I write one line to thank you, dear Miss Thomson, for your translation (so far too liberal, though true to the spirit of my intention) of my work for your album. How could it not be a pleasure to me to work for you?
As to my using those manuscripts otherwise than in your service, I do not at all think of it, and I wish to say this. Perhaps I do not (also) partake quite your 'divine fury' for converting our sex into Greek scholarship, and I do not, I confess, think it as desirable as you do. Where there is a love for poetry, and thirst for beauty strong enough to justify labour, let these impulses, which are noble, be obeyed; but in the case of the multitude it is different; and the mere fashion of scholarship among women would be a disagreeable vain thing, and worse than vain. You, who are a Greek yourself, know that the Greek language is not to be learnt in a flash of lightning and by Hamiltonian systems, but that it swallows up year after year of studious life. Now I have a 'doxy' (as Warburton called it), that there is no exercise of the mind so little profitable to the mind as the study of languages. It is the nearest thing to a passive recipiency—is it not?—as a mental action, though it leaves one as weary as ennui itself. Women want to be made to think actively: their apprehension is quicker than that of men, but their defect lies for the most part in the logical faculty and in the higher mental activities. Well, and then, to remember how our own English poets are neglected and scorned; our poets of the Elizabethan age! I would rather that my countrywomen began by loving these.

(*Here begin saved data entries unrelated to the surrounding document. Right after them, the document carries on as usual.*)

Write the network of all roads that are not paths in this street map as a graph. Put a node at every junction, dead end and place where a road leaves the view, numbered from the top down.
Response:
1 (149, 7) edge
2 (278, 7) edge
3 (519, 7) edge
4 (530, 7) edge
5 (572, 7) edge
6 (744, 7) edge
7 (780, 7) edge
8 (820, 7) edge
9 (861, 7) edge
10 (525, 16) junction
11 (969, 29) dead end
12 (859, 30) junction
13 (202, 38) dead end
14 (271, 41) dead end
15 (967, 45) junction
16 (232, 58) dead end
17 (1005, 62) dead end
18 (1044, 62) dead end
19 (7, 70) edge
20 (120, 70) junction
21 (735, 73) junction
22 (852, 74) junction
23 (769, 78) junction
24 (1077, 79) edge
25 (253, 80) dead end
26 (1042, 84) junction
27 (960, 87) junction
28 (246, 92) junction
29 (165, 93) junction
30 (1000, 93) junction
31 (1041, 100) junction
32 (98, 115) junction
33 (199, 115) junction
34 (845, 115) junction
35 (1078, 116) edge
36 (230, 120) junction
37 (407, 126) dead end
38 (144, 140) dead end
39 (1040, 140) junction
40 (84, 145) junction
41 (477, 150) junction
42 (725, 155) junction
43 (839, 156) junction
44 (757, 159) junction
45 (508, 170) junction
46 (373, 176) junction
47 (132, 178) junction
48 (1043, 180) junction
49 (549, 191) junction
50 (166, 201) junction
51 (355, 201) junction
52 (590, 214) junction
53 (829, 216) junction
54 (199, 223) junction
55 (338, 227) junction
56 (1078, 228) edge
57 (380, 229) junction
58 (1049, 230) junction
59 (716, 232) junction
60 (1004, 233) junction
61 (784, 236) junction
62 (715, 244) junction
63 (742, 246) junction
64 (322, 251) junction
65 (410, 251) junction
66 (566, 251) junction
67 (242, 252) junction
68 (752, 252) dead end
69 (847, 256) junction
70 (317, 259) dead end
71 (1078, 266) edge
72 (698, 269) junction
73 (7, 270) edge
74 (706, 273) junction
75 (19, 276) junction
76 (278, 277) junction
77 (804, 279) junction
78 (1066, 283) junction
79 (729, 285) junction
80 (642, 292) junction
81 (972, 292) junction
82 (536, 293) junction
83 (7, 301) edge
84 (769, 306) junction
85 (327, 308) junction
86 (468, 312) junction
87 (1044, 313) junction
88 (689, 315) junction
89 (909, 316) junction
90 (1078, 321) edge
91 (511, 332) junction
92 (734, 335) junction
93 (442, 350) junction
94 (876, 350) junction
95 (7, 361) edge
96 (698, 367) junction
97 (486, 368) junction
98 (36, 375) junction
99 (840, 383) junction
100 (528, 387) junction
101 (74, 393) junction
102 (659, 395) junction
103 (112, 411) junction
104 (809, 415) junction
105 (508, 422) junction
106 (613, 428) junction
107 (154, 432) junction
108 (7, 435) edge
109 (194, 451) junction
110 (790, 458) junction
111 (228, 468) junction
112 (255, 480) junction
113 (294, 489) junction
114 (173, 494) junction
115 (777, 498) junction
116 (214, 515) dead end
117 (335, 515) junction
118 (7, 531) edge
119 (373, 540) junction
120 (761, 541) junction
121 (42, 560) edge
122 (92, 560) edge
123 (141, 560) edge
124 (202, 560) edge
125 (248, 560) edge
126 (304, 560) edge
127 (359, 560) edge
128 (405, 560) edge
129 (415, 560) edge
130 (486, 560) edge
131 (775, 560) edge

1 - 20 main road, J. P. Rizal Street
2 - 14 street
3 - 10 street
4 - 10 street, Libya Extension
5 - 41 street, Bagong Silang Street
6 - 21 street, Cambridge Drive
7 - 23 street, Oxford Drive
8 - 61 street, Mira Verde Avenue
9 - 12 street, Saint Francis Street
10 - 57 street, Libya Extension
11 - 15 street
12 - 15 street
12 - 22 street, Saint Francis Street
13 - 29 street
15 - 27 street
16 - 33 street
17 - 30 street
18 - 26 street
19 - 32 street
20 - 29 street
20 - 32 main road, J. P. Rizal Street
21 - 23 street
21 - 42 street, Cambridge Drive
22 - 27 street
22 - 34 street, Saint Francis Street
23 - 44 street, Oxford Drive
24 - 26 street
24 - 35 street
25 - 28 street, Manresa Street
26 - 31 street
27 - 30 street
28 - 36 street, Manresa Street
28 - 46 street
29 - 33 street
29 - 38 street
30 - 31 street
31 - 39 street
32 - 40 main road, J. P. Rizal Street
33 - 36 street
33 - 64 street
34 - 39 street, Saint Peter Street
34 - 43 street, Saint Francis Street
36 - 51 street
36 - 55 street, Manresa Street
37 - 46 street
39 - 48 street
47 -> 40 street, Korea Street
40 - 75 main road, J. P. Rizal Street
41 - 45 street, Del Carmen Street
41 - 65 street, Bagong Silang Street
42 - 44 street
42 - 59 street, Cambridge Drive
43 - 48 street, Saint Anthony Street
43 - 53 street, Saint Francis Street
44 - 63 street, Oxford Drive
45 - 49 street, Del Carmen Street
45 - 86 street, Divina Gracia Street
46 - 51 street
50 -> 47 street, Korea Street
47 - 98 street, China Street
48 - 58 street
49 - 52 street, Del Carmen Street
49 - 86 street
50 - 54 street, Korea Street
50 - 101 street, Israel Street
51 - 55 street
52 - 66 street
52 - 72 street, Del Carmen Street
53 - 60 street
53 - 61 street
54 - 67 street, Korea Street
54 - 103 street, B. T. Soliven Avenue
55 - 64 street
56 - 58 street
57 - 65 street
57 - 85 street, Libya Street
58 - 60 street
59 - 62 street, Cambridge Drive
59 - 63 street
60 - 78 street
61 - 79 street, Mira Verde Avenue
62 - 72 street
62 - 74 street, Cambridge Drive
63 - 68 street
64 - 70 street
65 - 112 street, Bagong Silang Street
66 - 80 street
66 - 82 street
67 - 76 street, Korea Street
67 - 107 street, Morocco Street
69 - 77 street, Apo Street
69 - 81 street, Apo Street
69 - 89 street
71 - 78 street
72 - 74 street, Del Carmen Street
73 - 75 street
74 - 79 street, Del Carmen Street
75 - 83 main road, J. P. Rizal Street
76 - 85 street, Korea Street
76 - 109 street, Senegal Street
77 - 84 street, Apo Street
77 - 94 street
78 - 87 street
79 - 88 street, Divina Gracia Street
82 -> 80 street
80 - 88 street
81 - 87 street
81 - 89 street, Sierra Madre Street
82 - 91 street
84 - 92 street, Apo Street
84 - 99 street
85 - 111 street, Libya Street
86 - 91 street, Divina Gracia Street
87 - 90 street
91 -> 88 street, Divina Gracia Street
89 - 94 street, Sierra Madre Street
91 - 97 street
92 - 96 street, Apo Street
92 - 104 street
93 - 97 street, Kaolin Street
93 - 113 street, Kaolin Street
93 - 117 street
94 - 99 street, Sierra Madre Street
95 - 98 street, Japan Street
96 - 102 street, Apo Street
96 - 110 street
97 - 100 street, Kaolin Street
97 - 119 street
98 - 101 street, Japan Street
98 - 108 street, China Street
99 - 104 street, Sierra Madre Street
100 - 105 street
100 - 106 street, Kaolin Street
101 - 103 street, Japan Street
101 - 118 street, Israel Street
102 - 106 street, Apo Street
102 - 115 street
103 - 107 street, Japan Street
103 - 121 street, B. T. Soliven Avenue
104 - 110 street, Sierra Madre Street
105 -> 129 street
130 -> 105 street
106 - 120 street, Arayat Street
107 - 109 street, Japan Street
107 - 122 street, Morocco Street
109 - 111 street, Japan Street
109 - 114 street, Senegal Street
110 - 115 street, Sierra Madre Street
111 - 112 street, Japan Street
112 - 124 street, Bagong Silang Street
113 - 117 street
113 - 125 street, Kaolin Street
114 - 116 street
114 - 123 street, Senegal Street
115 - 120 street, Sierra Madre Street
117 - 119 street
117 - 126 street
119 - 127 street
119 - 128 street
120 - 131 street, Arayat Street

Not that I would blaspheme against Greek poetry, or depreciate the knowledge of the language as an attainment. I congratulate you on it, though I never should think of trying to convert other women into a desire for it. Forgive me.
To think of Mr. Burges's comparing my Nonnus to the right Nonnus makes my hair stand on end, and the truth is I had flattered myself that nobody would take such trouble. I have not much reverence for Nonnus, and have pulled him and pushed him and made him stand as I chose, never fearing that my naughty impertinences would be brought to light. For the rest, I thank you gratefully (and may I respectfully and gratefully thank Miss Bayley?) for the kind words of both of you, both in this letter and as my sister heard them. It is delightful to me to find such grace in the eyes of dearest Mr. Kenyon's friends, and I remain, dear Miss Thomson,
Truly yours, and gladly,
E.B.B.
If there should be anything more at any time for me to do, I trust to your trustfulness.